Write every line of the material again exactly, with no pictures in the copy.
___ The data
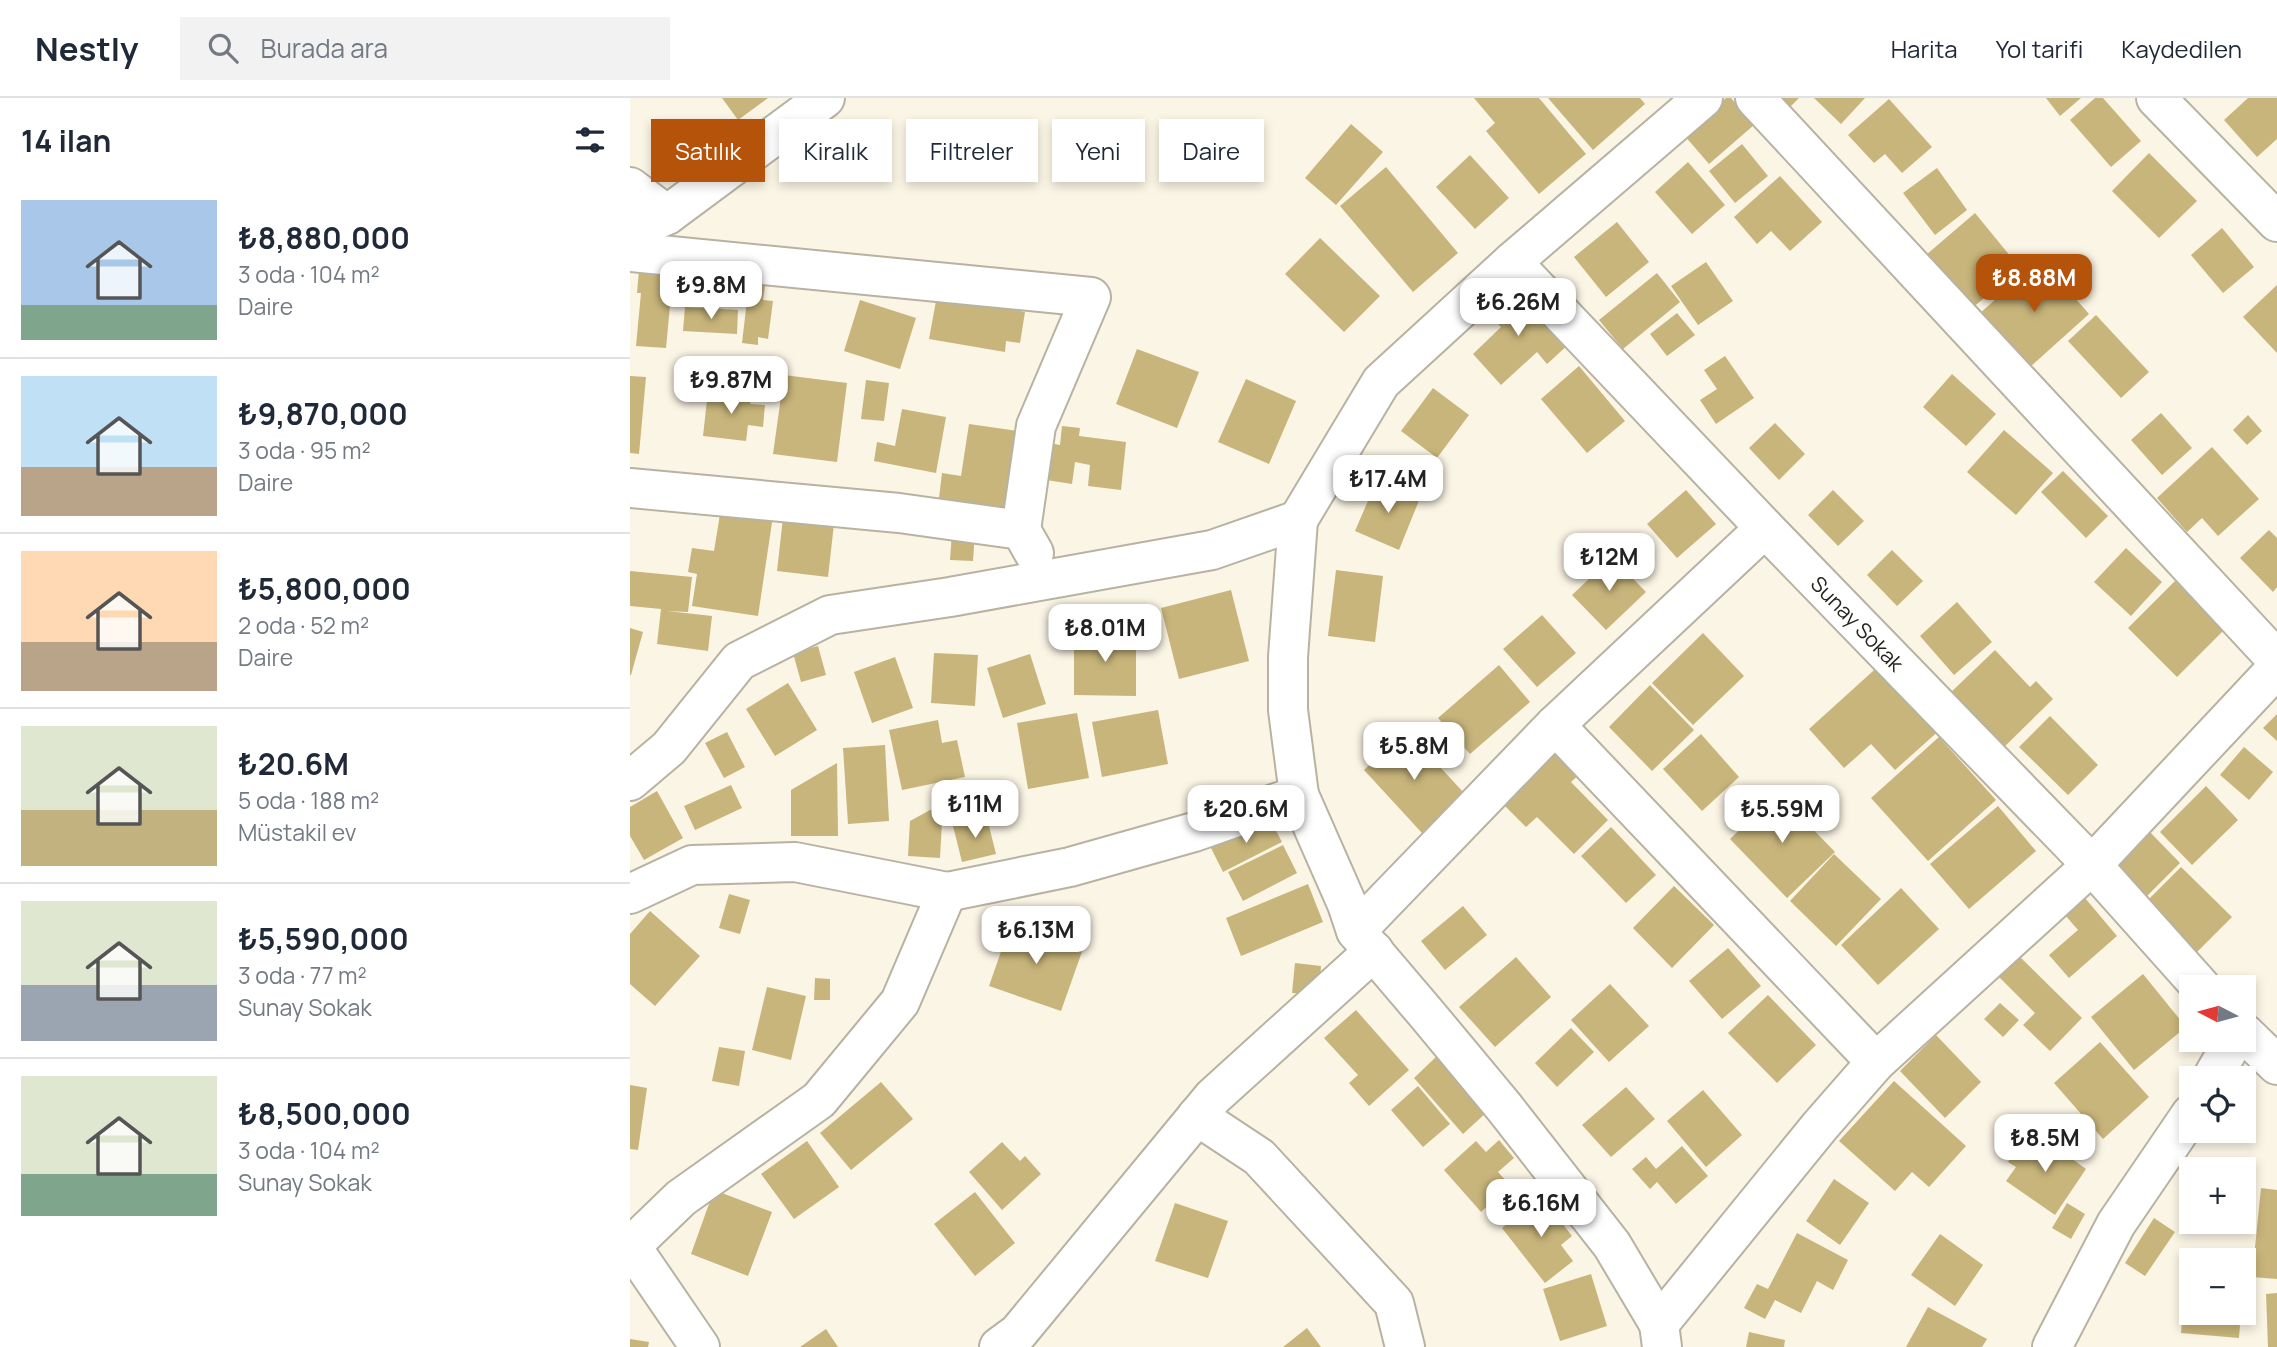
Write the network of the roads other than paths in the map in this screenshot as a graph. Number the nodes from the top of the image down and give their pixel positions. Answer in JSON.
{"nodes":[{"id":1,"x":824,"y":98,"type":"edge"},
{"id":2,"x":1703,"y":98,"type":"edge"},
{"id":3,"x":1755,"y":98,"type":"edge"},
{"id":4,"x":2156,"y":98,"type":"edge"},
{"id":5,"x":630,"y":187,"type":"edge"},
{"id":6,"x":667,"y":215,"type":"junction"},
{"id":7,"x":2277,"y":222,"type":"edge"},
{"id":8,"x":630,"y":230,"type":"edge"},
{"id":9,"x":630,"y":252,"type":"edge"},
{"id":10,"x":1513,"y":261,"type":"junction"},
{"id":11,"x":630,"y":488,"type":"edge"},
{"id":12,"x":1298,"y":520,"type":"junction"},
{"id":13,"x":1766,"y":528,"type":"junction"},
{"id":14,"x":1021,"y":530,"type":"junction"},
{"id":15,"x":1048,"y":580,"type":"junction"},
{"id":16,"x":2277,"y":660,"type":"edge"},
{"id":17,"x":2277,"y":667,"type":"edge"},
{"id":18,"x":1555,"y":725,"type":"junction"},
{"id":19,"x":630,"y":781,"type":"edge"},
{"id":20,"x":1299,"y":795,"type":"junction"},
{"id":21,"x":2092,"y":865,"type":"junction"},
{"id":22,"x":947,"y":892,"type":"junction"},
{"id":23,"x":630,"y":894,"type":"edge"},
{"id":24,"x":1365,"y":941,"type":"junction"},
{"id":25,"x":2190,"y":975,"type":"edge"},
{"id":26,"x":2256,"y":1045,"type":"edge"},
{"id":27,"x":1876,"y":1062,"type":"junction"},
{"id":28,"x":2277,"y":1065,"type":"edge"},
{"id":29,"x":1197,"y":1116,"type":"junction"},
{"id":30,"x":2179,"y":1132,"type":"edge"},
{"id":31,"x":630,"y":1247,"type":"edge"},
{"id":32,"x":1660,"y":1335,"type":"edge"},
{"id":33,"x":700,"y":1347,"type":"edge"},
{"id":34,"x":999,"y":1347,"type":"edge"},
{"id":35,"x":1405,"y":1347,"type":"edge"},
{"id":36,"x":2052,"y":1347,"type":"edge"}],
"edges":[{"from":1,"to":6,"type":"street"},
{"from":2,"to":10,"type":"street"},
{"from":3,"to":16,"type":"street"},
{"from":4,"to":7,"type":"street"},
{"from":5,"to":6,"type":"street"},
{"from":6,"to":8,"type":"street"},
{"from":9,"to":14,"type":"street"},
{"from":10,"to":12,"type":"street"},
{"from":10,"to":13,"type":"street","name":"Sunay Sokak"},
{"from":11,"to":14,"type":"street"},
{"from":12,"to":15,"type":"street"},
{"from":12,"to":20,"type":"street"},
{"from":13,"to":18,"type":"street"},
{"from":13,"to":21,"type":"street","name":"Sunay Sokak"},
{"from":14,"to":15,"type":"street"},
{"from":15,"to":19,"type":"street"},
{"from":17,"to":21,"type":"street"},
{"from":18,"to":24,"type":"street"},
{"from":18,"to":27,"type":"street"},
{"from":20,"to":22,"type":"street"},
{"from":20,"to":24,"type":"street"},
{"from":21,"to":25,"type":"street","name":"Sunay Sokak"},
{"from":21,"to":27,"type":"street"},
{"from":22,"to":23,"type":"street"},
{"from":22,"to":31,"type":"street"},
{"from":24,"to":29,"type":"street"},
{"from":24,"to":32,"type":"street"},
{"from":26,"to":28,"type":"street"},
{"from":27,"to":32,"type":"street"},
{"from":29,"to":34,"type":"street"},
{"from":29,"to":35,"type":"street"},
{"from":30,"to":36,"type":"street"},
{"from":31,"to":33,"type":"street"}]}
______
Answer to this exercise:
Write the network of the roads other than paths in the map in this screenshot as a graph. Number the nodes from the top of the image down and give their pixel positions. Answer in JSON.
{"nodes":[{"id":1,"x":824,"y":98,"type":"edge"},
{"id":2,"x":1703,"y":98,"type":"edge"},
{"id":3,"x":1755,"y":98,"type":"edge"},
{"id":4,"x":2156,"y":98,"type":"edge"},
{"id":5,"x":630,"y":187,"type":"edge"},
{"id":6,"x":667,"y":215,"type":"junction"},
{"id":7,"x":2277,"y":222,"type":"edge"},
{"id":8,"x":630,"y":230,"type":"edge"},
{"id":9,"x":630,"y":252,"type":"edge"},
{"id":10,"x":1513,"y":261,"type":"junction"},
{"id":11,"x":630,"y":488,"type":"edge"},
{"id":12,"x":1298,"y":520,"type":"junction"},
{"id":13,"x":1766,"y":528,"type":"junction"},
{"id":14,"x":1021,"y":530,"type":"junction"},
{"id":15,"x":1048,"y":580,"type":"junction"},
{"id":16,"x":2277,"y":660,"type":"edge"},
{"id":17,"x":2277,"y":667,"type":"edge"},
{"id":18,"x":1555,"y":725,"type":"junction"},
{"id":19,"x":630,"y":781,"type":"edge"},
{"id":20,"x":1299,"y":795,"type":"junction"},
{"id":21,"x":2092,"y":865,"type":"junction"},
{"id":22,"x":947,"y":892,"type":"junction"},
{"id":23,"x":630,"y":894,"type":"edge"},
{"id":24,"x":1365,"y":941,"type":"junction"},
{"id":25,"x":2190,"y":975,"type":"edge"},
{"id":26,"x":2256,"y":1045,"type":"edge"},
{"id":27,"x":1876,"y":1062,"type":"junction"},
{"id":28,"x":2277,"y":1065,"type":"edge"},
{"id":29,"x":1197,"y":1116,"type":"junction"},
{"id":30,"x":2179,"y":1132,"type":"edge"},
{"id":31,"x":630,"y":1247,"type":"edge"},
{"id":32,"x":1660,"y":1335,"type":"edge"},
{"id":33,"x":700,"y":1347,"type":"edge"},
{"id":34,"x":999,"y":1347,"type":"edge"},
{"id":35,"x":1405,"y":1347,"type":"edge"},
{"id":36,"x":2052,"y":1347,"type":"edge"}],
"edges":[{"from":1,"to":6,"type":"street"},
{"from":2,"to":10,"type":"street"},
{"from":3,"to":16,"type":"street"},
{"from":4,"to":7,"type":"street"},
{"from":5,"to":6,"type":"street"},
{"from":6,"to":8,"type":"street"},
{"from":9,"to":14,"type":"street"},
{"from":10,"to":12,"type":"street"},
{"from":10,"to":13,"type":"street","name":"Sunay Sokak"},
{"from":11,"to":14,"type":"street"},
{"from":12,"to":15,"type":"street"},
{"from":12,"to":20,"type":"street"},
{"from":13,"to":18,"type":"street"},
{"from":13,"to":21,"type":"street","name":"Sunay Sokak"},
{"from":14,"to":15,"type":"street"},
{"from":15,"to":19,"type":"street"},
{"from":17,"to":21,"type":"street"},
{"from":18,"to":24,"type":"street"},
{"from":18,"to":27,"type":"street"},
{"from":20,"to":22,"type":"street"},
{"from":20,"to":24,"type":"street"},
{"from":21,"to":25,"type":"street","name":"Sunay Sokak"},
{"from":21,"to":27,"type":"street"},
{"from":22,"to":23,"type":"street"},
{"from":22,"to":31,"type":"street"},
{"from":24,"to":29,"type":"street"},
{"from":24,"to":32,"type":"street"},
{"from":26,"to":28,"type":"street"},
{"from":27,"to":32,"type":"street"},
{"from":29,"to":34,"type":"street"},
{"from":29,"to":35,"type":"street"},
{"from":30,"to":36,"type":"street"},
{"from":31,"to":33,"type":"street"}]}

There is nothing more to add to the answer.